Identification of regulatory regions and regulatory protein complexes of theSpirulinadesDgene under temperature stress conditions: Role of thioredoxin as an inactivator of a transcriptional repressor GntR under low-temperature stress

Abstract

In the present study, electrophoretic mobility shift assays were used to identify temperature responsive elements in the 5' upstream region (5' UTR) of the Spirulina desD gene. Overlapping, synthetic oligonucleotides of both sense and anti-sense strands that spanned the entire 5' UTR of the gene were analyzed. The responsive DNA-binding protein complexes were identified using liquid chromatography-tandem mass spectrometry.
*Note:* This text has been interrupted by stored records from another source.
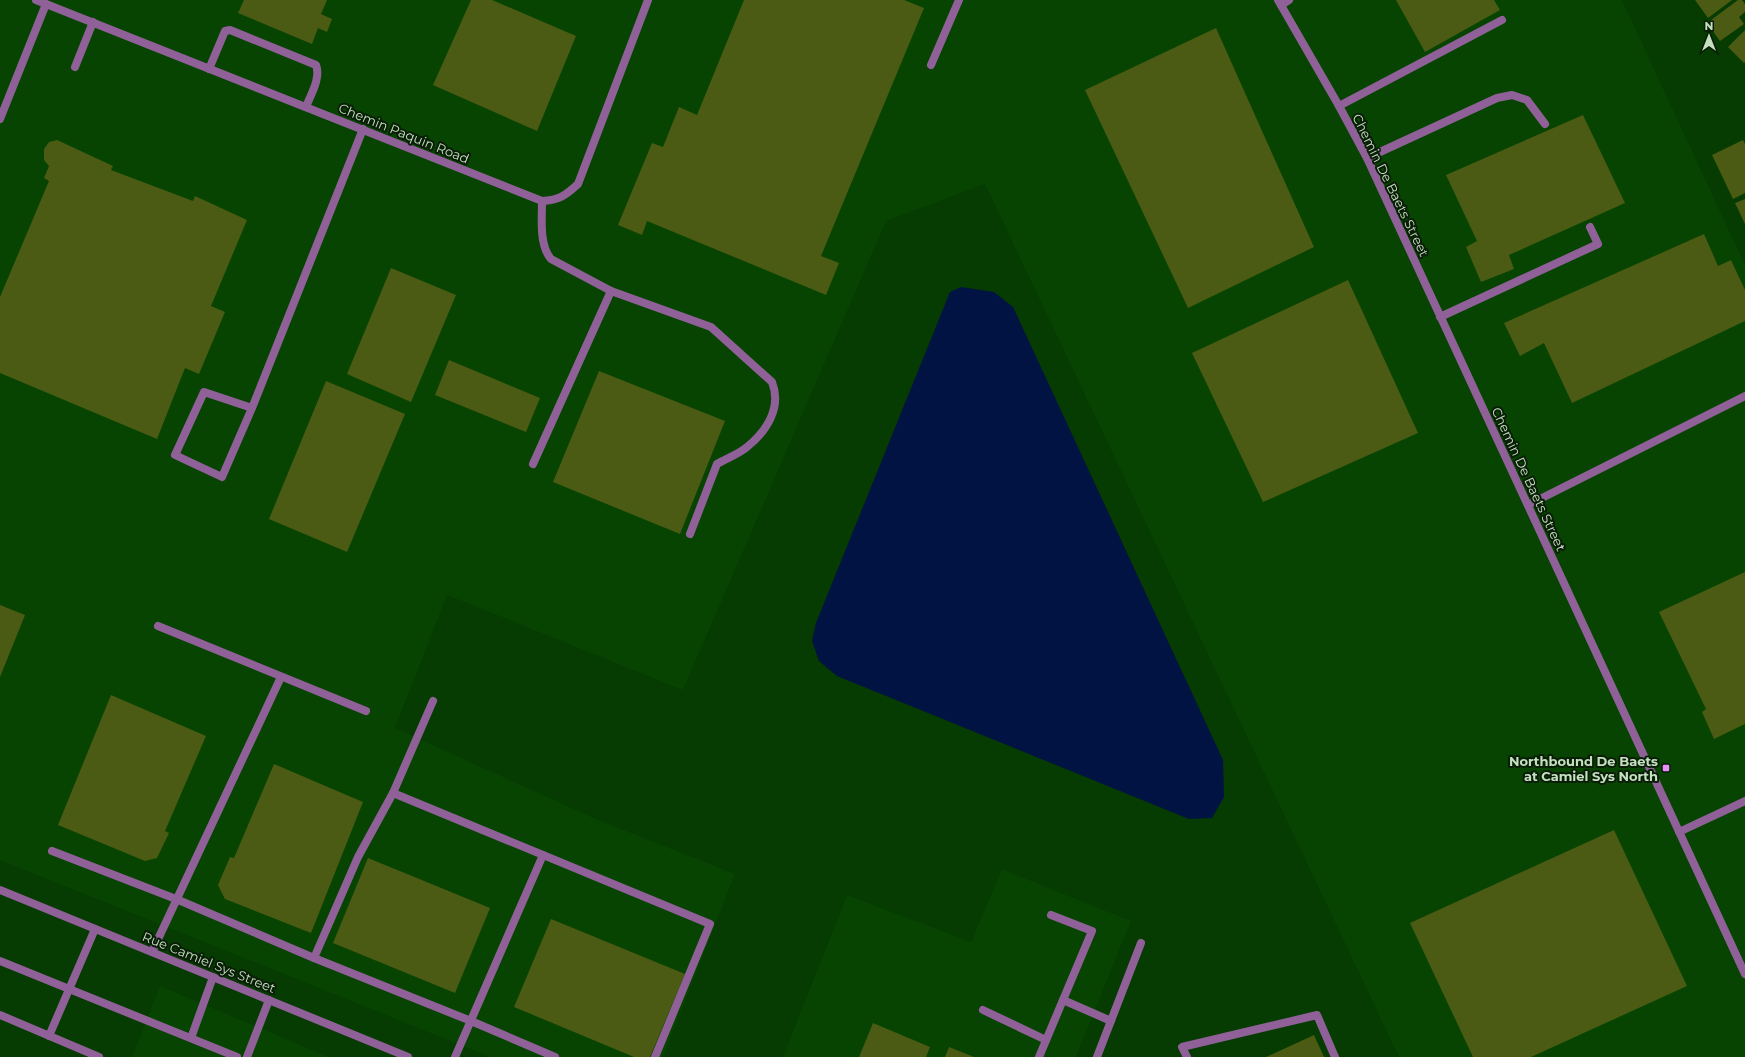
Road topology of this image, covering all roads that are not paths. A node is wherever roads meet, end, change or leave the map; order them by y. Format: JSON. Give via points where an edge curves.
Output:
{"nodes":[{"id":1,"x":36,"y":0,"type":"edge"},
{"id":2,"x":648,"y":0,"type":"edge"},
{"id":3,"x":959,"y":0,"type":"edge"},
{"id":4,"x":1289,"y":0,"type":"edge"},
{"id":5,"x":1280,"y":2,"type":"edge"},
{"id":6,"x":46,"y":4,"type":"junction"},
{"id":7,"x":1502,"y":20,"type":"dead end"},
{"id":8,"x":93,"y":22,"type":"junction"},
{"id":9,"x":931,"y":65,"type":"dead end"},
{"id":10,"x":75,"y":67,"type":"dead end"},
{"id":11,"x":209,"y":69,"type":"junction"},
{"id":12,"x":1339,"y":106,"type":"junction"},
{"id":13,"x":306,"y":107,"type":"junction"},
{"id":14,"x":0,"y":119,"type":"edge"},
{"id":15,"x":1545,"y":124,"type":"dead end"},
{"id":16,"x":363,"y":129,"type":"junction"},
{"id":17,"x":1367,"y":158,"type":"junction"},
{"id":18,"x":542,"y":200,"type":"junction"},
{"id":19,"x":1590,"y":227,"type":"dead end"},
{"id":20,"x":611,"y":291,"type":"junction"},
{"id":21,"x":1440,"y":316,"type":"junction"},
{"id":22,"x":1745,"y":396,"type":"edge"},
{"id":23,"x":252,"y":408,"type":"junction"},
{"id":24,"x":533,"y":464,"type":"dead end"},
{"id":25,"x":1528,"y":505,"type":"junction"},
{"id":26,"x":690,"y":534,"type":"dead end"},
{"id":27,"x":158,"y":626,"type":"dead end"},
{"id":28,"x":281,"y":677,"type":"junction"},
{"id":29,"x":433,"y":701,"type":"dead end"},
{"id":30,"x":366,"y":711,"type":"dead end"},
{"id":31,"x":393,"y":793,"type":"junction"},
{"id":32,"x":1745,"y":801,"type":"edge"},
{"id":33,"x":1680,"y":832,"type":"junction"},
{"id":34,"x":52,"y":851,"type":"dead end"},
{"id":35,"x":543,"y":855,"type":"junction"},
{"id":36,"x":0,"y":890,"type":"edge"},
{"id":37,"x":176,"y":899,"type":"junction"},
{"id":38,"x":1051,"y":915,"type":"dead end"},
{"id":39,"x":95,"y":929,"type":"junction"},
{"id":40,"x":1141,"y":943,"type":"dead end"},
{"id":41,"x":152,"y":952,"type":"junction"},
{"id":42,"x":314,"y":958,"type":"junction"},
{"id":43,"x":0,"y":961,"type":"edge"},
{"id":44,"x":1745,"y":974,"type":"edge"},
{"id":45,"x":213,"y":977,"type":"junction"},
{"id":46,"x":68,"y":989,"type":"junction"},
{"id":47,"x":269,"y":1000,"type":"junction"},
{"id":48,"x":1063,"y":1000,"type":"junction"},
{"id":49,"x":983,"y":1010,"type":"dead end"},
{"id":50,"x":0,"y":1015,"type":"edge"},
{"id":51,"x":471,"y":1021,"type":"junction"},
{"id":52,"x":1111,"y":1021,"type":"junction"},
{"id":53,"x":49,"y":1036,"type":"junction"},
{"id":54,"x":191,"y":1038,"type":"junction"},
{"id":55,"x":1046,"y":1040,"type":"junction"},
{"id":56,"x":99,"y":1057,"type":"edge"},
{"id":57,"x":237,"y":1057,"type":"edge"},
{"id":58,"x":247,"y":1057,"type":"edge"},
{"id":59,"x":408,"y":1057,"type":"edge"},
{"id":60,"x":455,"y":1057,"type":"edge"},
{"id":61,"x":555,"y":1057,"type":"edge"},
{"id":62,"x":655,"y":1057,"type":"edge"},
{"id":63,"x":1039,"y":1057,"type":"edge"},
{"id":64,"x":1097,"y":1057,"type":"edge"},
{"id":65,"x":1187,"y":1057,"type":"edge"},
{"id":66,"x":1335,"y":1057,"type":"edge"}],
"edges":[{"from":1,"to":6,"type":"street","name":"Chemin Paquin Road"},
{"from":2,"to":18,"type":"street","via":[[578,184],[568,194],[555,200]]},
{"from":3,"to":9,"type":"street"},
{"from":4,"to":5,"type":"street"},
{"from":5,"to":12,"type":"street","name":"Chemin De Baets Street"},
{"from":6,"to":8,"type":"street","name":"Chemin Paquin Road"},
{"from":6,"to":14,"type":"street"},
{"from":7,"to":12,"type":"street"},
{"from":8,"to":10,"type":"street"},
{"from":8,"to":11,"type":"street","name":"Chemin Paquin Road"},
{"from":11,"to":13,"type":"street","name":"Chemin Paquin Road"},
{"from":11,"to":13,"type":"street","via":[[225,31],[230,30],[316,64],[318,77]]},
{"from":12,"to":17,"type":"street","name":"Chemin De Baets Street"},
{"from":13,"to":16,"type":"street","name":"Chemin Paquin Road"},
{"from":15,"to":17,"type":"street","via":[[1527,100],[1512,95],[1497,98]]},
{"from":16,"to":18,"type":"street","name":"Chemin Paquin Road"},
{"from":16,"to":23,"type":"street"},
{"from":17,"to":21,"type":"street","name":"Chemin De Baets Street"},
{"from":18,"to":20,"type":"street","via":[[546,253],[551,259]]},
{"from":19,"to":21,"type":"street","via":[[1598,244]]},
{"from":20,"to":24,"type":"street"},
{"from":20,"to":26,"type":"street","via":[[711,327],[772,382],[776,392],[775,406],[769,422],[757,438],[746,448],[717,464]]},
{"from":21,"to":25,"type":"street","name":"Chemin De Baets Street"},
{"from":22,"to":25,"type":"street"},
{"from":23,"to":23,"type":"street","via":[[222,477],[175,455],[204,392]]},
{"from":25,"to":33,"type":"street","name":"Chemin De Baets Street"},
{"from":27,"to":28,"type":"street"},
{"from":28,"to":30,"type":"street"},
{"from":28,"to":37,"type":"street"},
{"from":29,"to":31,"type":"street"},
{"from":31,"to":35,"type":"street"},
{"from":31,"to":42,"type":"street","via":[[358,857]]},
{"from":32,"to":33,"type":"street"},
{"from":33,"to":44,"type":"street","name":"Chemin De Baets Street"},
{"from":34,"to":37,"type":"street"},
{"from":35,"to":51,"type":"street"},
{"from":35,"to":62,"type":"street","via":[[710,924]]},
{"from":36,"to":39,"type":"street","name":"Rue Camiel Sys Street"},
{"from":37,"to":41,"type":"street"},
{"from":37,"to":42,"type":"street"},
{"from":38,"to":48,"type":"street","via":[[1092,931]]},
{"from":39,"to":41,"type":"street","name":"Rue Camiel Sys Street"},
{"from":39,"to":46,"type":"street"},
{"from":40,"to":52,"type":"street"},
{"from":41,"to":45,"type":"street","name":"Rue Camiel Sys Street"},
{"from":42,"to":51,"type":"street"},
{"from":43,"to":46,"type":"street"},
{"from":45,"to":47,"type":"street","name":"Rue Camiel Sys Street"},
{"from":45,"to":54,"type":"street"},
{"from":46,"to":53,"type":"street"},
{"from":46,"to":54,"type":"street"},
{"from":47,"to":58,"type":"street"},
{"from":47,"to":59,"type":"street","name":"Rue Camiel Sys Street"},
{"from":48,"to":52,"type":"street"},
{"from":48,"to":55,"type":"street"},
{"from":49,"to":55,"type":"street"},
{"from":50,"to":53,"type":"street"},
{"from":51,"to":60,"type":"street"},
{"from":51,"to":61,"type":"street"},
{"from":52,"to":64,"type":"street"},
{"from":53,"to":56,"type":"street"},
{"from":54,"to":57,"type":"street"},
{"from":55,"to":63,"type":"street"},
{"from":65,"to":66,"type":"street","via":[[1182,1047],[1317,1015]]}]}
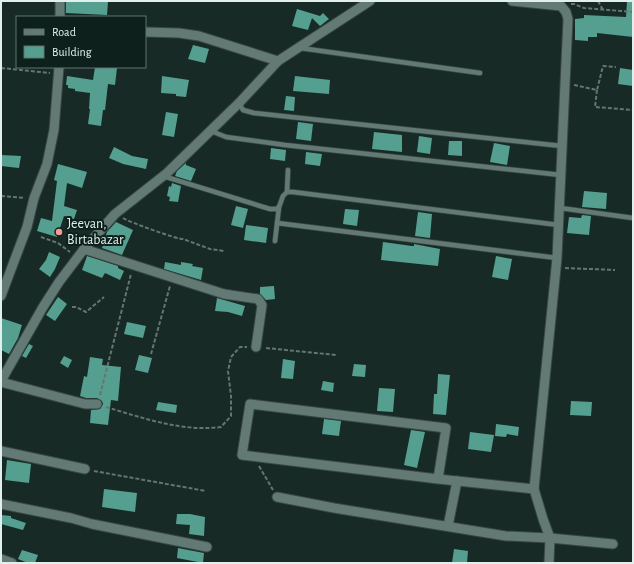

The results indicated that the cold-responsive elements were located at -453 to -247, -197 to -151, -105 to -76, and -50 to -1, whereas the low-temperature specific regulatory regions were located at -372 to -352. Moreover, the heat-responsive elements were located at -347 to -243, -197 to -151, and -124 to -1, whereas the high-temperature specific elements were located between -130 to -101 and -30 to -1. In terms of regulatory protein complexes under the two stress conditions, Trx was only detected in the low-temperature responsive protein complex, and divalent cations were essential for the binding of the protein complex to the regulatory elements. Furthermore, Trx was shown to play a critical role as a reducing agent that inactivates the Spirulina desD repressor, GntR. Consequently, the desD gene expression is induced under the low-temperature condition.